Anche se nel mondo scientifico la diatriba tra favorevoli e contrari al parto in casa si è ormai esaurita, chi lo sconsiglia porta come argomentazione la minore sicurezza e la minore sterilità dell’ambiente domestico rispetto a quello ospedaliero. E viene sottolineato il rischio che, se qualcosa andasse storto, la disponibilità di avere un’ambulanza nel giro di pochi minuti sarebbe inferiore a causa dell’emergenza. «Le ambulanze adesso non mancano e le due ostetriche che seguono il momento del parto hanno una formazione specifica oltre al kit per gestire ogni emergenza. Le donne che desiderano seguire questo percorso si informano in profondità e capiscono che gli stereotipi sul tema sono infondati. Ma spesso hanno paura del giudizio dei parenti, che criticano la scelta di partorire in un luogo che non sia l’ospedale».

Per questo c’è chi ha preferito nascondere la scelta ai famigliari: «L’idea di mettere al mondo i miei figli in casa mi aveva sempre affascinata, anche se per farlo serve che tutti i parametri siano buoni e che non ci sia rischio di complicazioni», spiega Valeria, che ha appena messo al mondo un bimbo nella sua abitazione di Lecco. «Quando lo scorso febbraio la Regione ha imposto la chiusura delle scuole ho detto all’ostetrica che mi seguiva che avrei voluto partorire in casa. Mio figlio è nato una settimana dopo, ma ai miei parenti ho detto della mia scelta soltanto dopo. Ancora oggi quando ne parliamo mia madre mi dà della pazza».

Oltre a una questione culturale, a pesare su chi è attirato da questa strada c’è poi, spesso, un problema economico. «La Lombardia non prevede alcun rimborso per chi sceglie l’assistenza ostetricia domiciliare», spiega Campiotti. «Ma chi fa questa scelta meriterebbe di vedersi restituire almeno una parte dei costi che fa risparmiare al sistema sanitario pubblico, come succede in Piemonte, in Emilia-Romagna, nelle Marche o nel Lazio». Invece le famiglie lombarde devono infatti sostenere il costo integrale del parto in casa, che è intorno ai 2.000 euro. Un fattore che ha spinto molte donne ad accantonare l’idea.
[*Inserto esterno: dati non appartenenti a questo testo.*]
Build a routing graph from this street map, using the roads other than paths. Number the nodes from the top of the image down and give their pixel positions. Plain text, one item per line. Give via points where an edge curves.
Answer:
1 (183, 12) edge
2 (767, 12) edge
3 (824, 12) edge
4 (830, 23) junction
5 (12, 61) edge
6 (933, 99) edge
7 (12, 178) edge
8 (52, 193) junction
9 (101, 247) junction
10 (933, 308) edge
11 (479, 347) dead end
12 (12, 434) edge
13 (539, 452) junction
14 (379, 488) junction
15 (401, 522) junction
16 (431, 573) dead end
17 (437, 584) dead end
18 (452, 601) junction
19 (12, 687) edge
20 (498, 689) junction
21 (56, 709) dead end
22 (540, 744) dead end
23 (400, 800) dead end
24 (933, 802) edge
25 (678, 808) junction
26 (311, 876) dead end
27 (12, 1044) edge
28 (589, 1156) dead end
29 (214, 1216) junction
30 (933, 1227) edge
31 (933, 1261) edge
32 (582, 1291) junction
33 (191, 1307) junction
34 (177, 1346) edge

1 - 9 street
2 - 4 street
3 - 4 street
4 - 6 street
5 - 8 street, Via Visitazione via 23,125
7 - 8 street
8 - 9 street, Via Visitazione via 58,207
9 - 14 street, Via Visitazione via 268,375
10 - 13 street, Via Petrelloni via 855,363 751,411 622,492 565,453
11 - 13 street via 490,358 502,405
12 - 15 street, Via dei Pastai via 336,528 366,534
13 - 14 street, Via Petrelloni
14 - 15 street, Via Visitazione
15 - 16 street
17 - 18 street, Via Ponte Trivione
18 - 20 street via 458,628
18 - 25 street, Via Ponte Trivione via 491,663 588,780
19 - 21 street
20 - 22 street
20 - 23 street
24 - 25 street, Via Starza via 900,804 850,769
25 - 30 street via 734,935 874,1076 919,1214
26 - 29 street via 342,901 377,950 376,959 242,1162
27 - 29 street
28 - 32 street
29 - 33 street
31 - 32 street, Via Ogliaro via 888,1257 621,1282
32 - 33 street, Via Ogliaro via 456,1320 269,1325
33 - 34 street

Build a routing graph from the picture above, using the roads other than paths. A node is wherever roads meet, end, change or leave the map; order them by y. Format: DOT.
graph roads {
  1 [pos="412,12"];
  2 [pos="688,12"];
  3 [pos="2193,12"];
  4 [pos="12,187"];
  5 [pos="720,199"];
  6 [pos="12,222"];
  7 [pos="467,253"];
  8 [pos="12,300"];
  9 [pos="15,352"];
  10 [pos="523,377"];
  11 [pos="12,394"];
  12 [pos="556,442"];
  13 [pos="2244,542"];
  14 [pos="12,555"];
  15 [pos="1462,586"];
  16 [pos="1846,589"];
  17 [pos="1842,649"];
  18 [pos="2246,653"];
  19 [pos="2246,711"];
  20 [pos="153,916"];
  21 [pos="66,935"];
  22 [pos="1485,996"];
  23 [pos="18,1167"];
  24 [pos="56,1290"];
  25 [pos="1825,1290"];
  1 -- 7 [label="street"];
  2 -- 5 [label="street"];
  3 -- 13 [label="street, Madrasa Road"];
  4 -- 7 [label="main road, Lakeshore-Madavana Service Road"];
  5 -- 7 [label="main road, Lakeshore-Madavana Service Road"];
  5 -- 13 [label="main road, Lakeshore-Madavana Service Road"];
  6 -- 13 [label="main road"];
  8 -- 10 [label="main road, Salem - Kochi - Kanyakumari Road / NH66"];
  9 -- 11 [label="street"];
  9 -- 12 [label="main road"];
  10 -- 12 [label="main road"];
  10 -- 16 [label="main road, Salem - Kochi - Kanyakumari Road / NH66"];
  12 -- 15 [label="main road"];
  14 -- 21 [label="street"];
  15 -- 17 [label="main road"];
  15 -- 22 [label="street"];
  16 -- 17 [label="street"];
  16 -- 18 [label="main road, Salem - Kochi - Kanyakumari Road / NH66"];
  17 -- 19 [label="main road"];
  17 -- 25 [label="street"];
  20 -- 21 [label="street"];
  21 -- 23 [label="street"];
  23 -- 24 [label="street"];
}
Mentre altre si sono organizzate con una colletta: «Il virus ci ha convinti al parto in casa», racconta Alice, che è al settimo mese e ha lanciato su Facebook una raccolta fondi per avere un aiuto economico: «Al posto di ricevere vestiti e giocattoli di cui non abbiamo bisogno, abbiamo chiesto ad amici e parenti di contribuire con piccole cifre».

E tra chi, invece, il parto in casa per svariate ragioni non ha potuto farlo oggi non mancano i rimpanti: «Quando l’emergenza Covid è iniziata mancava poco alla nascita di mio figlio, ogni notizia che leggevo mi faceva passare la voglia di andare in ospedale, mi sarebbe piaciuto considerare il parto domestico», racconta Marcella dalla sua casa di Seriate, uno dei comuni più colpiti dal Covid. «Non ho potuto. E niente supererà la pesantezza delle ore in ospedale, quando dalla finestra della mia stanza vedevo i militari portare via i morti mentre io ci mettevo tutta la forza che avevo per dare la vita».

Una testimonianza non dissimile da quella di Silvia, che ha partorito a Bergamo lo scorso 7 aprile: «Mio marito non ha avuto il permesso di rimanere accanto a me durante il travaglio. Al momento del parto ho chiesto che fosse avvisato e mi hanno risposto che dovevo essere io a mandargli un messaggio. E il papà ha dovuto lasciare l’ospedale due ore dopo il parto. Da lì in poi tutto è stato sulle mie spalle. Non c’era nessuno a cui io potessi affidare mio figlio, nemmeno quando facevo la doccia. La paura si sentiva nell’aria, nei corridoi desolati e nelle chiacchiere tra infermiere Quando sono tornata a casa ho tirato un sospiro di sollievo. E sono scoppiata a piangere».